L’ordre du jour sur la proposition de M. Delehaye est ensuite mis aux voix et adopté.

M. le président – La proposition de M. Delehaye étant écartée, le sous-amendement de M. Lys l’est également ; il s’agit donc maintenant de la question soumise à la chambre par. M. Lebeau. M. d’Huart a proposé de poser cette question en ces termes :

« La prestation des journées de travail sera-t-elle exclusivement fournie en argent ? »

M. le ministre de l'intérieur et des affaires étrangères (M. de Theux) – Il me semble qu’il y a deux choses à examiner ; d’abord si la prestation des journées de travail pourra être payée en nature et ensuite si les centimes additionnels à la contribution directe pourront être rachetés par des travaux. Le projet du gouvernement et celui de la section centrale proposent à cet égard ce qui suit : La taxe se compose en partie de journées de travail d’hommes et de chevaux, et en partie de centimes additionnels aux contributions directes ; le tout est évalué en argent ; ensuite il est permis au contribuable de déclarer, dans le mois, s’il veut acquitter la prestation de journées de travail en nature, et s’il veut racheter les centimes additionnels par des prestations en nature. Après le délai d’un mois il faut payer en argent.

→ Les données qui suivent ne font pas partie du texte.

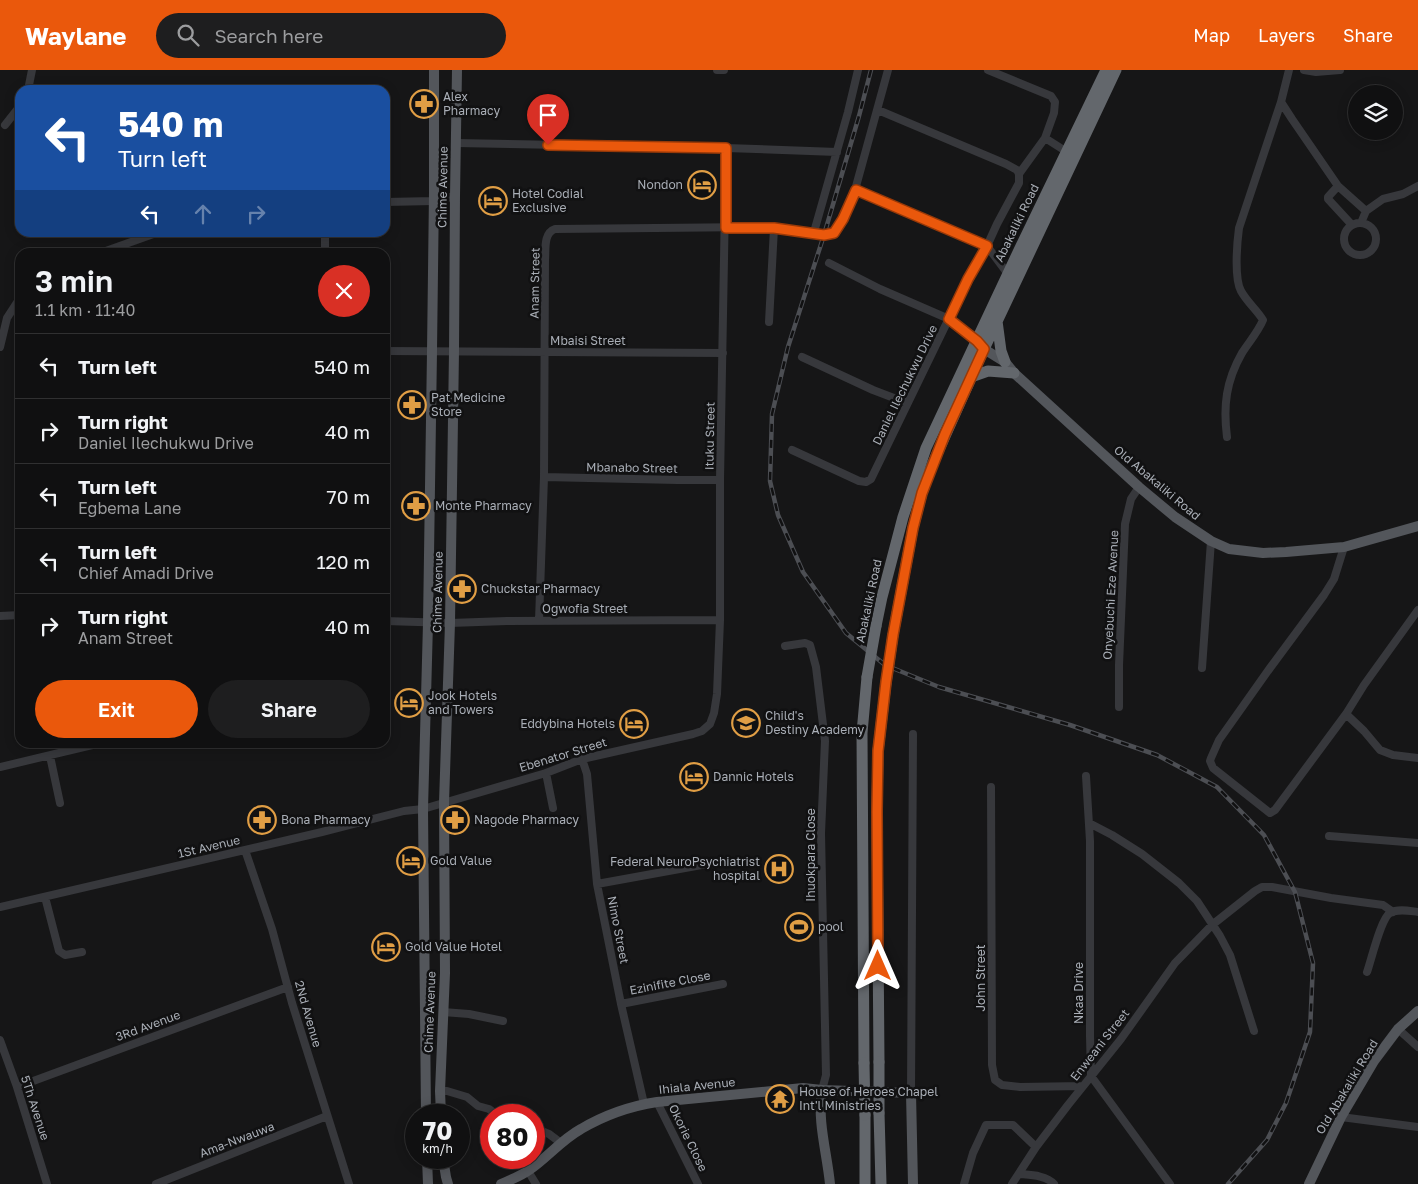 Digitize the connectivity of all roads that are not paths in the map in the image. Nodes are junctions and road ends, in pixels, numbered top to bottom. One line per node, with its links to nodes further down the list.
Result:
1 (32, 70): 14 (street)
2 (434, 70): 29 (main road, Chime Avenue)
3 (458, 70): 20 (main road, Chime Avenue)
4 (717, 70): 5 (street)
5 (724, 70)
6 (858, 70): 22 (street)
7 (888, 70): 16 (street)
8 (988, 70): 19 (street, Daniel Ilechukwu Drive)
9 (1106, 70): 23 (highway, Abakaliki Road)
10 (1116, 70): 44 (highway, Abakaliki Road)
11 (1289, 70): 15 (street)
12 (1304, 70): 13 (street)
13 (1340, 70)
14 (29, 85)
15 (1281, 102): 25 (street); 58 (street)
16 (878, 110): 24 (street); 27 (street)
17 (15, 112): 18 (street)
18 (5, 125)
19 (1045, 138): 23 (street); 24 (street, Daniel Ilechukwu Drive)
20 (456, 143): 21 (street); 28 (main road, Chime Avenue)
21 (726, 148): 22 (street); 34 (street, Ituku Street)
22 (837, 152): 36 (street)
23 (1067, 152): 41 (highway, Abakaliki Road)
24 (1019, 174): 38 (street, Daniel Ilechukwu Drive)
25 (1338, 186): 31 (street); 33 (street)
26 (1418, 186): 31 (street)
27 (856, 190): 36 (street, Anam Street); 38 (street)
28 (454, 196): 29 (street); 50 (main road, Chime Avenue)
29 (434, 201): 30 (street); 49 (main road, Chime Avenue)
30 (390, 202)
31 (1366, 210): 32 (street)
32 (1362, 223): 33 (street); 33 (street)
33 (1352, 225)
34 (726, 228): 35 (street, Anam Street); 51 (street, Anam Street); 52 (street, Ituku Street)
35 (774, 228): 36 (street, Anam Street); 45 (street)
36 (814, 232)
37 (145, 237): 39 (street)
38 (987, 246): 41 (street); 43 (street, Daniel Ilechukwu Drive)
39 (114, 248)
40 (829, 263): 43 (street)
41 (1008, 274): 46 (highway, Abakaliki Road)
42 (15, 306): 47 (street)
43 (949, 319): 46 (street); 57 (street, Daniel Ilechukwu Drive)
44 (997, 321): 46 (highway, Abakaliki Road); 54 (highway)
45 (769, 322)
46 (980, 345): 54 (main road, Old Abakaliki Road); 56 (highway, Abakaliki Road); 145 (highway, Abakaliki Road, bridge)
47 (0, 347)
48 (390, 351): 49 (street, Mbaisi Street)
49 (432, 351): 50 (street, Mbaisi Street); 72 (main road, Chime Avenue)
50 (454, 351): 51 (street, Mbaisi Street); 73 (main road, Chime Avenue)
51 (545, 352): 52 (street, Mbaisi Street); 60 (street, Anam Street)
52 (723, 353): 61 (street, Ituku Street)
53 (802, 357): 57 (street)
54 (1005, 362): 55 (main road, Old Abakaliki Road)
55 (1014, 373): 56 (highway); 62 (main road, Old Abakaliki Road)
56 (971, 378): 146 (highway, Abakaliki Road, bridge)
57 (907, 404): 59 (street, Daniel Ilechukwu Drive)
58 (1227, 437)
59 (792, 450)
60 (544, 477): 61 (street, Mbanabo Street); 71 (street, Anam Street)
61 (720, 480): 70 (street, Ituku Street)
62 (1139, 487): 64 (main road, Old Abakaliki Road); 76 (street, Onyebuchi Eze Avenue)
63 (1418, 526): 65 (main road, Old Abakaliki Road)
64 (1211, 541): 65 (main road, Old Abakaliki Road); 75 (street)
65 (1344, 547): 77 (street)
66 (1418, 610): 77 (street)
67 (15, 615): 68 (street)
68 (0, 616)
69 (390, 620): 72 (street, Ogwofia Street)
70 (720, 620): 71 (street, Ogwofia Street); 78 (street, Ituku Street)
71 (539, 621): 73 (street, Ogwofia Street)
72 (428, 623): 73 (street, Ogwofia Street); 91 (main road, Chime Avenue)
73 (450, 623): 89 (main road, Chime Avenue)
74 (785, 646): 118 (street, Ihuokpara Close)
75 (1202, 668)
76 (1119, 707)
77 (1346, 714): 82 (street)
78 (710, 724): 83 (street, Ebenator Street)
79 (913, 734): 120 (street)
80 (81, 748): 81 (street)
81 (50, 756): 84 (street); 88 (street)
82 (1418, 758)
83 (582, 759): 85 (street, Ebenator Street); 97 (street, Nimo Street)
84 (0, 767)
85 (546, 773): 89 (street, Ebenator Street); 90 (street)
86 (1086, 776): 92 (street, Nkaa Drive)
87 (991, 786): 116 (street, John Street)
88 (60, 803)
89 (444, 803): 91 (street, Ebenator Street); 109 (main road, Chime Avenue)
90 (553, 808)
91 (423, 809): 95 (street, 1St Avenue); 122 (main road, Chime Avenue)
92 (1089, 823): 102 (street); 115 (street, Nkaa Drive)
93 (1329, 836): 94 (street)
94 (1418, 843)
95 (245, 850): 98 (street, 1St Avenue); 106 (street, 2Nd Avenue)
96 (718, 862): 97 (street)
97 (597, 884): 107 (street, Nimo Street)
98 (45, 897): 99 (street, 1St Avenue); 103 (street)
99 (0, 907)
100 (1393, 912): 101 (street); 102 (street, Enweani Street); 104 (street)
101 (1418, 912)
102 (1212, 925): 112 (street); 115 (street, Enweani Street)
103 (82, 952)
104 (1367, 972)
105 (723, 984): 107 (street, Ezinifite Close)
106 (288, 986): 117 (street, 3Rd Avenue); 126 (street, 2Nd Avenue)
107 (621, 1004): 124 (street, Nimo Street)
108 (1418, 1011): 111 (main road, Old Abakaliki Road)
109 (443, 1012): 110 (street); 119 (main road, Chime Avenue)
110 (502, 1021)
111 (1398, 1029): 114 (street); 127 (main road, Old Abakaliki Road)
112 (1254, 1032)
113 (0, 1040): 117 (street, 5Th Avenue)
114 (1418, 1047)
115 (1091, 1076): 116 (street, Enweani Street); 151 (street)
116 (1082, 1086): 131 (street, Enweani Street)
117 (17, 1087): 136 (street, 5Th Avenue)
118 (822, 1090): 120 (main road, Ihiala Avenue); 121 (main road, Ihiala Avenue); 144 (main road)
119 (440, 1091): 123 (main road, Chime Avenue); 125 (street)
120 (911, 1093): 147 (main road)
121 (657, 1102): 124 (main road, Ihiala Avenue); 143 (street, Okorie Close)
122 (426, 1104)
123 (441, 1104)
124 (644, 1104): 130 (main road, Ihiala Avenue)
125 (480, 1107)
126 (327, 1116): 137 (street, Ama-Nwauwa); 138 (street, 2Nd Avenue)
127 (1341, 1116): 128 (street); 152 (main road, Old Abakaliki Road)
128 (1418, 1127)
129 (545, 1132): 130 (street)
130 (561, 1143): 134 (main road, Ihiala Avenue)
131 (1036, 1147): 135 (street, Enweani Street); 148 (street)
132 (427, 1169): 139 (main road)
133 (445, 1169): 140 (main road)
134 (528, 1171): 141 (main road, Ihiala Avenue); 142 (street)
135 (1019, 1174): 149 (street, Enweani Street); 150 (street)
136 (47, 1184)
137 (156, 1184)
138 (349, 1184)
139 (428, 1184)
140 (448, 1184)
141 (501, 1184)
142 (536, 1184)
143 (698, 1184)
144 (830, 1184)
145 (865, 1184)
146 (881, 1184)
147 (913, 1184)
148 (964, 1184)
149 (1012, 1184)
150 (1054, 1184)
151 (1170, 1184)
152 (1309, 1184)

Maintenant, M. Lebeau a proposé d’une manière absolue de faire payer en argent la prestation de journées de travail, soit d’hommes, soi de chevaux, de faire payer également les centimes additionnels.

M. d’Huart a demandé que les prestations de journées de travail, soit d’hommes, soit de chevaux, soient fournies en nature.

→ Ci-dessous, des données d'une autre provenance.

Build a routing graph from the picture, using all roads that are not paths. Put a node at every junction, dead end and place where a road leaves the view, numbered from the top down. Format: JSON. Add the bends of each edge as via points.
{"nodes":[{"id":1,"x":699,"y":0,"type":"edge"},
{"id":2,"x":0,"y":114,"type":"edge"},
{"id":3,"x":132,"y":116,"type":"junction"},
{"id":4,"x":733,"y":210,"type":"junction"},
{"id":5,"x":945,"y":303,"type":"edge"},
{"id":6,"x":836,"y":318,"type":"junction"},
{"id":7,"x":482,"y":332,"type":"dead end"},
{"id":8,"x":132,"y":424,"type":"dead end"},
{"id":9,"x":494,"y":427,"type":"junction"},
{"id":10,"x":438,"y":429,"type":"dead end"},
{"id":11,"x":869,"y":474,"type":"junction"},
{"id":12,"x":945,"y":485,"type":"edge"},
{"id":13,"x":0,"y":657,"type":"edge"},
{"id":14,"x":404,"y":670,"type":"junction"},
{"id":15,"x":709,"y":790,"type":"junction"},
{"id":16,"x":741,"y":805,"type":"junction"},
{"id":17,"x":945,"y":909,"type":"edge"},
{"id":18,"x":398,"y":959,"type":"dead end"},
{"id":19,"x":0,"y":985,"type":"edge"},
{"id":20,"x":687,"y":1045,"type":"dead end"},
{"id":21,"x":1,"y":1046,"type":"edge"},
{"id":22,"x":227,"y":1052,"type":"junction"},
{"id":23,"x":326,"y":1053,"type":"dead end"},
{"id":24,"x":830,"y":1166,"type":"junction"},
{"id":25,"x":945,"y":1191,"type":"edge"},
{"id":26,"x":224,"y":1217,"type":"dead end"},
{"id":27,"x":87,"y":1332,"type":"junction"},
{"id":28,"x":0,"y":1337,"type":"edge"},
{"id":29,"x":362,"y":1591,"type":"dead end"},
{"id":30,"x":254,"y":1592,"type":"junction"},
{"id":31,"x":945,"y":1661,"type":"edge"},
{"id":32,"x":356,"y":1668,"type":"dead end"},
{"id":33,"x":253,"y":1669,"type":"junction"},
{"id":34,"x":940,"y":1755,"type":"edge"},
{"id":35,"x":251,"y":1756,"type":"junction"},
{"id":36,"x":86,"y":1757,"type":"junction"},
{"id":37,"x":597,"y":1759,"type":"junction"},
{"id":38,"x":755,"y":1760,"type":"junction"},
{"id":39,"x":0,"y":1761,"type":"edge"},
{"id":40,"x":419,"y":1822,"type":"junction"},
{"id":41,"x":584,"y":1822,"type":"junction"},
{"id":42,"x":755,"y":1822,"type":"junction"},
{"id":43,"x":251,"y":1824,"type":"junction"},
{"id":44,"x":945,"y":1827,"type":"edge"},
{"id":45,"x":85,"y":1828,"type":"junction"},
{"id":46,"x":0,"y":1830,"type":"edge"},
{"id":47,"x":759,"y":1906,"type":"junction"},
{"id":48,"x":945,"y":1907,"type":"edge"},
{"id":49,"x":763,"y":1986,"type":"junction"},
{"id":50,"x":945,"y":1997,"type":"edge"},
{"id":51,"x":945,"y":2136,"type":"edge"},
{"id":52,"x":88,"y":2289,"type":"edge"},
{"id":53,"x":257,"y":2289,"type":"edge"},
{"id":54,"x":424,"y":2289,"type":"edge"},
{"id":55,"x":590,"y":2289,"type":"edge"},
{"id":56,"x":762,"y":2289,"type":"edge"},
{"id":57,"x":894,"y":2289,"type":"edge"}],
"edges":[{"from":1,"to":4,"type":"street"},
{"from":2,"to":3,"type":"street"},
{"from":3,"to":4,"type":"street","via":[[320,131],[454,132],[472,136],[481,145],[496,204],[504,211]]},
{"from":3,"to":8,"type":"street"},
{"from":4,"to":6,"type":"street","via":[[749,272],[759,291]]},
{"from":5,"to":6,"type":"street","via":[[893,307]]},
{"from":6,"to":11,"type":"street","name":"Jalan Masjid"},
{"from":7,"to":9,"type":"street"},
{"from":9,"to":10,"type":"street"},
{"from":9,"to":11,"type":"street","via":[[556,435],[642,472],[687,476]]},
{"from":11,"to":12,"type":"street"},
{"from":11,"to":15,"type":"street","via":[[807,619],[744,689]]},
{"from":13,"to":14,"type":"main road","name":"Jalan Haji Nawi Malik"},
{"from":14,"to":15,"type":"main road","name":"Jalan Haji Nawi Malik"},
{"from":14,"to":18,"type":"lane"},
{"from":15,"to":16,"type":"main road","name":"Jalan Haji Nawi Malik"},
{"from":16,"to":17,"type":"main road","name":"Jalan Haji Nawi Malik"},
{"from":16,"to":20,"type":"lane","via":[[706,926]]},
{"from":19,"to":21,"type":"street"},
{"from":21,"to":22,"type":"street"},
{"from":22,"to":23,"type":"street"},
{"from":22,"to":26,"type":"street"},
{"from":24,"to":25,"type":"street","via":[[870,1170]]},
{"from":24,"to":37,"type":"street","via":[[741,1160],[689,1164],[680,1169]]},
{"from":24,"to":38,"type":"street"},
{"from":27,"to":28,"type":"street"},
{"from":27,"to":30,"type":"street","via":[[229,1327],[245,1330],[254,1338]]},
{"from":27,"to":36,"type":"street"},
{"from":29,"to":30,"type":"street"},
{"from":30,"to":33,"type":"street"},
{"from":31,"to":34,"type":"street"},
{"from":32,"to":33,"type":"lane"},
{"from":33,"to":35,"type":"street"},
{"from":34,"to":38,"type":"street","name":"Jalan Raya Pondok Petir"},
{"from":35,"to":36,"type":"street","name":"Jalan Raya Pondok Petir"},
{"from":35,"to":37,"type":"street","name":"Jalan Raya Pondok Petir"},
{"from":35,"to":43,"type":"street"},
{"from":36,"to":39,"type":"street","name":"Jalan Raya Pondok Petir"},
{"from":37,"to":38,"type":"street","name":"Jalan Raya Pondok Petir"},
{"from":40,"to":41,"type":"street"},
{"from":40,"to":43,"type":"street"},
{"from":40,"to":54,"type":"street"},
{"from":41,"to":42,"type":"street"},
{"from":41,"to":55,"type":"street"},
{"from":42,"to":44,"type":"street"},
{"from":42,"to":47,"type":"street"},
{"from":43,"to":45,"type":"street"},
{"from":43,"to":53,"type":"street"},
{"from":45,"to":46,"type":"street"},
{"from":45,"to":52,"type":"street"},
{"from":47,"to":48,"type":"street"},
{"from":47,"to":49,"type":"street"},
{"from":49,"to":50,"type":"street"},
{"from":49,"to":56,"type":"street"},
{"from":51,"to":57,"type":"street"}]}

M. Lebeau – Je crois, messieurs que ma proposition doit avoir la priorité sur celle de M. d’Huart, comme beaucoup plus générale. Je vous prie de remarquer que mon système n’est pas exclusif, car j’ai déclaré formellement que, pour satisfaire aux observations de plusieurs de mes honorables collègues, j’avais modifié ce qui pouvait y avoir de trop absolu dans ma proposition.

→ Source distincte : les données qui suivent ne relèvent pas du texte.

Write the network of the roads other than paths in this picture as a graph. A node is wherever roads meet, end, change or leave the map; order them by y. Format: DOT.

Je demanderai que la question soit posée, en ces termes : « La prestation en numéraire sera-t-elle générale ? »

L’on comprend très bien que si la chambre décide que la prestation en numéraire sera la règle générale, cela change toute l’économie de la loi ; la portée d’une semblable décision ne saurait être douteuse lorsqu’elle est interprétée de bonne foi comme elle le sera sans aucun doute.

M. Cogels – Messieurs, le règlement dit que les amendements sont soumis aux voix avant la proposition principale et les sous-amendements avant les amendements. Si la proposition de M. Lys pouvait être considérée comme sous-amendement, elle aurait dû être mise aux voix avant la proposition de M. Delehaye ; si, au contraire, on la considère comme une proposition distincte, alors je ne conçois pas pourquoi elle ne pourrait plus être mise aux voix.

M. Lys – Je demanderai que mon amendement soit renvoyé à la section centrale, je crois que rien ne s’oppose à ce renvoi.

M. F. de Mérode – J’appuie la demande de M. Lys, parce que sa proposition ne me paraît pas du tout se lier à la proposition de M. Delehaye ; c’est un autre système que celui de M. Delehaye. Quant à moi, j’adopterai volontiers la proposition de M. Lys, tandis que je n’aurais pu en aucune manière adopter l’autre.

M. Dubus (aîné) – Au moment où l’on a voulu poser ce qu’on a appelé des question de principe est venue la proposition de M. Delehaye qui a été présentée comme une question préalable dont la discussion a occupé toute la séance ; maintenant il paraît que l’on veut faire jouer le même rôle à la deuxième proposition. Je voudrais que l’on examinât d’abord la question de principe ; sans cela, c’est une discussion qui ne prendra pas de fin.

M. Lys – Mon amendement est différent de la proposition de M. Delehaye.

Un membre – On pourrait le faire imprimer et distribuer, et statuer demain sur le renvoi. (Oui !)

- La séance est levée à 4 heures trois quarts.